Write the records out again without change. Leave the pictures behind.

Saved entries
--------------------

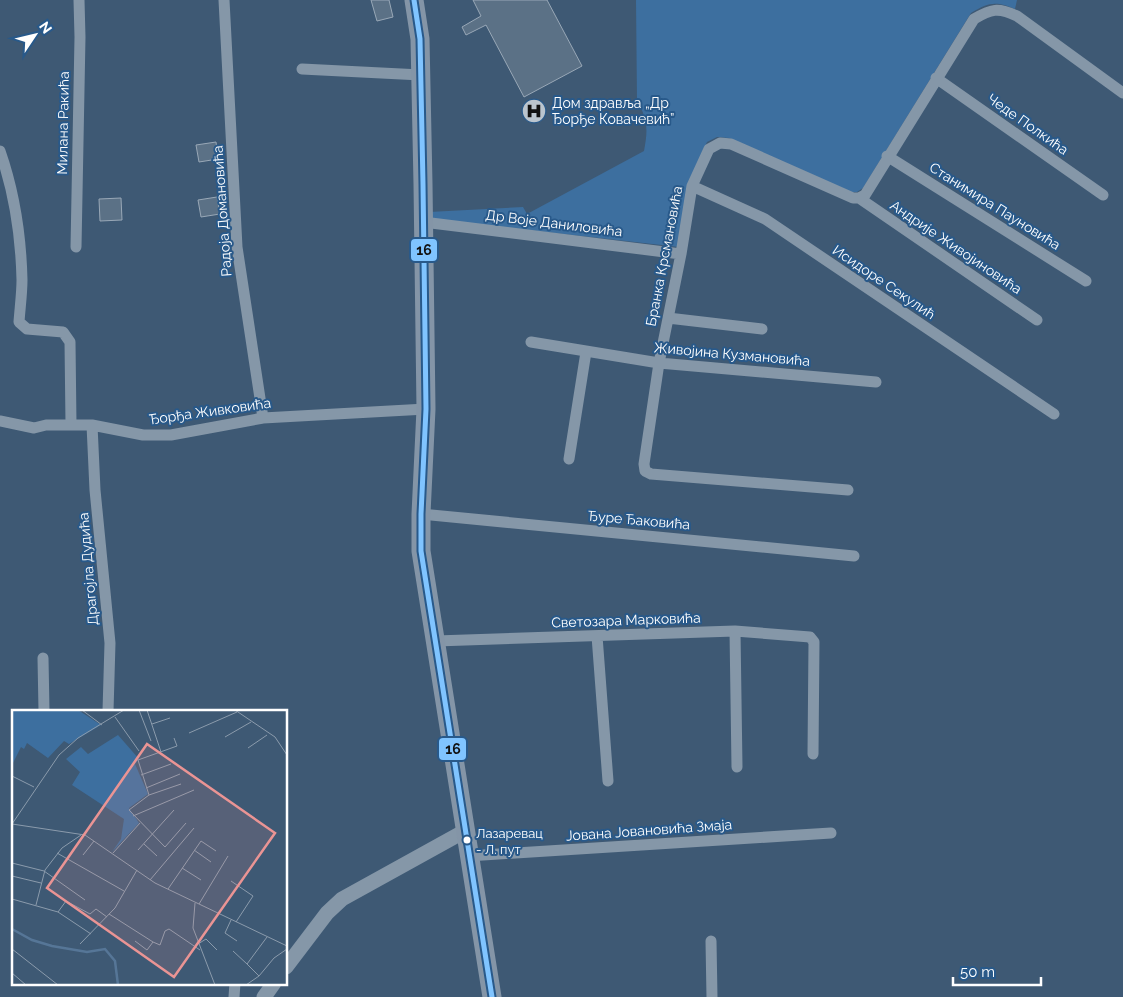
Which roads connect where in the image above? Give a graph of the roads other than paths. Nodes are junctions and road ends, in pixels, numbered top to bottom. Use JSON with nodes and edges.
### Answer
{"nodes":[{"id":1,"x":78,"y":0,"type":"edge"},
{"id":2,"x":224,"y":0,"type":"edge"},
{"id":3,"x":414,"y":0,"type":"edge"},
{"id":4,"x":302,"y":69,"type":"dead end"},
{"id":5,"x":421,"y":75,"type":"junction"},
{"id":6,"x":936,"y":78,"type":"junction"},
{"id":7,"x":1123,"y":93,"type":"edge"},
{"id":8,"x":0,"y":151,"type":"edge"},
{"id":9,"x":887,"y":156,"type":"junction"},
{"id":10,"x":692,"y":186,"type":"junction"},
{"id":11,"x":1103,"y":195,"type":"dead end"},
{"id":12,"x":859,"y":198,"type":"junction"},
{"id":13,"x":423,"y":222,"type":"junction"},
{"id":14,"x":76,"y":247,"type":"dead end"},
{"id":15,"x":681,"y":254,"type":"junction"},
{"id":16,"x":1086,"y":281,"type":"dead end"},
{"id":17,"x":668,"y":318,"type":"junction"},
{"id":18,"x":1037,"y":320,"type":"dead end"},
{"id":19,"x":762,"y":329,"type":"dead end"},
{"id":20,"x":531,"y":342,"type":"dead end"},
{"id":21,"x":586,"y":352,"type":"junction"},
{"id":22,"x":659,"y":363,"type":"junction"},
{"id":23,"x":876,"y":382,"type":"dead end"},
{"id":24,"x":426,"y":409,"type":"junction"},
{"id":25,"x":1054,"y":414,"type":"dead end"},
{"id":26,"x":263,"y":418,"type":"junction"},
{"id":27,"x":0,"y":421,"type":"edge"},
{"id":28,"x":72,"y":424,"type":"junction"},
{"id":29,"x":92,"y":425,"type":"junction"},
{"id":30,"x":569,"y":459,"type":"dead end"},
{"id":31,"x":848,"y":490,"type":"dead end"},
{"id":32,"x":421,"y":514,"type":"junction"},
{"id":33,"x":854,"y":556,"type":"dead end"},
{"id":34,"x":735,"y":631,"type":"junction"},
{"id":35,"x":598,"y":636,"type":"junction"},
{"id":36,"x":436,"y":641,"type":"junction"},
{"id":37,"x":43,"y":658,"type":"dead end"},
{"id":38,"x":44,"y":710,"type":"edge"},
{"id":39,"x":108,"y":710,"type":"edge"},
{"id":40,"x":813,"y":754,"type":"dead end"},
{"id":41,"x":737,"y":767,"type":"dead end"},
{"id":42,"x":608,"y":781,"type":"dead end"},
{"id":43,"x":465,"y":830,"type":"junction"},
{"id":44,"x":831,"y":832,"type":"dead end"},
{"id":45,"x":468,"y":856,"type":"junction"},
{"id":46,"x":711,"y":941,"type":"dead end"},
{"id":47,"x":288,"y":964,"type":"edge"},
{"id":48,"x":235,"y":984,"type":"edge"},
{"id":49,"x":273,"y":984,"type":"edge"},
{"id":50,"x":234,"y":997,"type":"edge"},
{"id":51,"x":264,"y":997,"type":"edge"},
{"id":52,"x":492,"y":997,"type":"edge"},
{"id":53,"x":712,"y":997,"type":"edge"}],
"edges":[{"from":1,"to":14,"type":"street","name":"Милана Ракића"},
{"from":2,"to":26,"type":"street","name":"Радоја Домановића"},
{"from":3,"to":5,"type":"main road"},
{"from":4,"to":5,"type":"street"},
{"from":5,"to":13,"type":"main road"},
{"from":6,"to":7,"type":"street"},
{"from":6,"to":9,"type":"street"},
{"from":6,"to":11,"type":"street","name":"Чеде Полкића"},
{"from":8,"to":28,"type":"street"},
{"from":9,"to":12,"type":"street"},
{"from":9,"to":16,"type":"street","name":"Станимира Пауновића"},
{"from":10,"to":12,"type":"street","name":"Бранка Крсмановића"},
{"from":10,"to":15,"type":"street","name":"Бранка Крсмановића"},
{"from":10,"to":25,"type":"street","name":"Исидоре Секулић"},
{"from":12,"to":18,"type":"street","name":"Андрије Живојиновића"},
{"from":13,"to":15,"type":"street","name":"Др Воје Даниловића"},
{"from":13,"to":24,"type":"main road"},
{"from":15,"to":17,"type":"street","name":"Бранка Крсмановића"},
{"from":17,"to":19,"type":"street"},
{"from":17,"to":22,"type":"street","name":"Бранка Крсмановића"},
{"from":20,"to":21,"type":"street","name":"Живојина Кузмановића"},
{"from":21,"to":22,"type":"street","name":"Живојина Кузмановића"},
{"from":21,"to":30,"type":"street"},
{"from":22,"to":23,"type":"street","name":"Живојина Кузмановића"},
{"from":22,"to":31,"type":"street","name":"Бранка Крсмановића"},
{"from":24,"to":26,"type":"street","name":"Ђорђа Живковића"},
{"from":24,"to":32,"type":"main road"},
{"from":26,"to":29,"type":"street","name":"Ђорђа Живковића"},
{"from":27,"to":28,"type":"street","name":"Ђорђа Живковића"},
{"from":28,"to":29,"type":"street","name":"Ђорђа Живковића"},
{"from":29,"to":39,"type":"street","name":"Драгојла Дудића"},
{"from":32,"to":33,"type":"street","name":"Ђуре Ђаковића"},
{"from":32,"to":36,"type":"main road"},
{"from":34,"to":35,"type":"street","name":"Светозара Марковића"},
{"from":34,"to":40,"type":"street","name":"Светозара Марковића"},
{"from":34,"to":41,"type":"street"},
{"from":35,"to":36,"type":"street","name":"Светозара Марковића"},
{"from":35,"to":42,"type":"street"},
{"from":36,"to":43,"type":"main road"},
{"from":37,"to":38,"type":"street"},
{"from":43,"to":45,"type":"main road"},
{"from":43,"to":47,"type":"street"},
{"from":44,"to":45,"type":"street","name":"Јована Јовановића Змаја"},
{"from":45,"to":52,"type":"main road"},
{"from":46,"to":53,"type":"street"},
{"from":48,"to":50,"type":"street"},
{"from":49,"to":51,"type":"street"}]}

--------------------

### REPLY
Which roads connect where in the image above? Give a graph of the roads other than paths. Nodes are junctions and road ends, in pixels, numbered top to bottom. Use JSON with nodes and edges.
### Answer
{"nodes":[{"id":1,"x":78,"y":0,"type":"edge"},
{"id":2,"x":224,"y":0,"type":"edge"},
{"id":3,"x":414,"y":0,"type":"edge"},
{"id":4,"x":302,"y":69,"type":"dead end"},
{"id":5,"x":421,"y":75,"type":"junction"},
{"id":6,"x":936,"y":78,"type":"junction"},
{"id":7,"x":1123,"y":93,"type":"edge"},
{"id":8,"x":0,"y":151,"type":"edge"},
{"id":9,"x":887,"y":156,"type":"junction"},
{"id":10,"x":692,"y":186,"type":"junction"},
{"id":11,"x":1103,"y":195,"type":"dead end"},
{"id":12,"x":859,"y":198,"type":"junction"},
{"id":13,"x":423,"y":222,"type":"junction"},
{"id":14,"x":76,"y":247,"type":"dead end"},
{"id":15,"x":681,"y":254,"type":"junction"},
{"id":16,"x":1086,"y":281,"type":"dead end"},
{"id":17,"x":668,"y":318,"type":"junction"},
{"id":18,"x":1037,"y":320,"type":"dead end"},
{"id":19,"x":762,"y":329,"type":"dead end"},
{"id":20,"x":531,"y":342,"type":"dead end"},
{"id":21,"x":586,"y":352,"type":"junction"},
{"id":22,"x":659,"y":363,"type":"junction"},
{"id":23,"x":876,"y":382,"type":"dead end"},
{"id":24,"x":426,"y":409,"type":"junction"},
{"id":25,"x":1054,"y":414,"type":"dead end"},
{"id":26,"x":263,"y":418,"type":"junction"},
{"id":27,"x":0,"y":421,"type":"edge"},
{"id":28,"x":72,"y":424,"type":"junction"},
{"id":29,"x":92,"y":425,"type":"junction"},
{"id":30,"x":569,"y":459,"type":"dead end"},
{"id":31,"x":848,"y":490,"type":"dead end"},
{"id":32,"x":421,"y":514,"type":"junction"},
{"id":33,"x":854,"y":556,"type":"dead end"},
{"id":34,"x":735,"y":631,"type":"junction"},
{"id":35,"x":598,"y":636,"type":"junction"},
{"id":36,"x":436,"y":641,"type":"junction"},
{"id":37,"x":43,"y":658,"type":"dead end"},
{"id":38,"x":44,"y":710,"type":"edge"},
{"id":39,"x":108,"y":710,"type":"edge"},
{"id":40,"x":813,"y":754,"type":"dead end"},
{"id":41,"x":737,"y":767,"type":"dead end"},
{"id":42,"x":608,"y":781,"type":"dead end"},
{"id":43,"x":465,"y":830,"type":"junction"},
{"id":44,"x":831,"y":832,"type":"dead end"},
{"id":45,"x":468,"y":856,"type":"junction"},
{"id":46,"x":711,"y":941,"type":"dead end"},
{"id":47,"x":288,"y":964,"type":"edge"},
{"id":48,"x":235,"y":984,"type":"edge"},
{"id":49,"x":273,"y":984,"type":"edge"},
{"id":50,"x":234,"y":997,"type":"edge"},
{"id":51,"x":264,"y":997,"type":"edge"},
{"id":52,"x":492,"y":997,"type":"edge"},
{"id":53,"x":712,"y":997,"type":"edge"}],
"edges":[{"from":1,"to":14,"type":"street","name":"Милана Ракића"},
{"from":2,"to":26,"type":"street","name":"Радоја Домановића"},
{"from":3,"to":5,"type":"main road"},
{"from":4,"to":5,"type":"street"},
{"from":5,"to":13,"type":"main road"},
{"from":6,"to":7,"type":"street"},
{"from":6,"to":9,"type":"street"},
{"from":6,"to":11,"type":"street","name":"Чеде Полкића"},
{"from":8,"to":28,"type":"street"},
{"from":9,"to":12,"type":"street"},
{"from":9,"to":16,"type":"street","name":"Станимира Пауновића"},
{"from":10,"to":12,"type":"street","name":"Бранка Крсмановића"},
{"from":10,"to":15,"type":"street","name":"Бранка Крсмановића"},
{"from":10,"to":25,"type":"street","name":"Исидоре Секулић"},
{"from":12,"to":18,"type":"street","name":"Андрије Живојиновића"},
{"from":13,"to":15,"type":"street","name":"Др Воје Даниловића"},
{"from":13,"to":24,"type":"main road"},
{"from":15,"to":17,"type":"street","name":"Бранка Крсмановића"},
{"from":17,"to":19,"type":"street"},
{"from":17,"to":22,"type":"street","name":"Бранка Крсмановића"},
{"from":20,"to":21,"type":"street","name":"Живојина Кузмановића"},
{"from":21,"to":22,"type":"street","name":"Живојина Кузмановића"},
{"from":21,"to":30,"type":"street"},
{"from":22,"to":23,"type":"street","name":"Живојина Кузмановића"},
{"from":22,"to":31,"type":"street","name":"Бранка Крсмановића"},
{"from":24,"to":26,"type":"street","name":"Ђорђа Живковића"},
{"from":24,"to":32,"type":"main road"},
{"from":26,"to":29,"type":"street","name":"Ђорђа Живковића"},
{"from":27,"to":28,"type":"street","name":"Ђорђа Живковића"},
{"from":28,"to":29,"type":"street","name":"Ђорђа Живковића"},
{"from":29,"to":39,"type":"street","name":"Драгојла Дудића"},
{"from":32,"to":33,"type":"street","name":"Ђуре Ђаковића"},
{"from":32,"to":36,"type":"main road"},
{"from":34,"to":35,"type":"street","name":"Светозара Марковића"},
{"from":34,"to":40,"type":"street","name":"Светозара Марковића"},
{"from":34,"to":41,"type":"street"},
{"from":35,"to":36,"type":"street","name":"Светозара Марковића"},
{"from":35,"to":42,"type":"street"},
{"from":36,"to":43,"type":"main road"},
{"from":37,"to":38,"type":"street"},
{"from":43,"to":45,"type":"main road"},
{"from":43,"to":47,"type":"street"},
{"from":44,"to":45,"type":"street","name":"Јована Јовановића Змаја"},
{"from":45,"to":52,"type":"main road"},
{"from":46,"to":53,"type":"street"},
{"from":48,"to":50,"type":"street"},
{"from":49,"to":51,"type":"street"}]}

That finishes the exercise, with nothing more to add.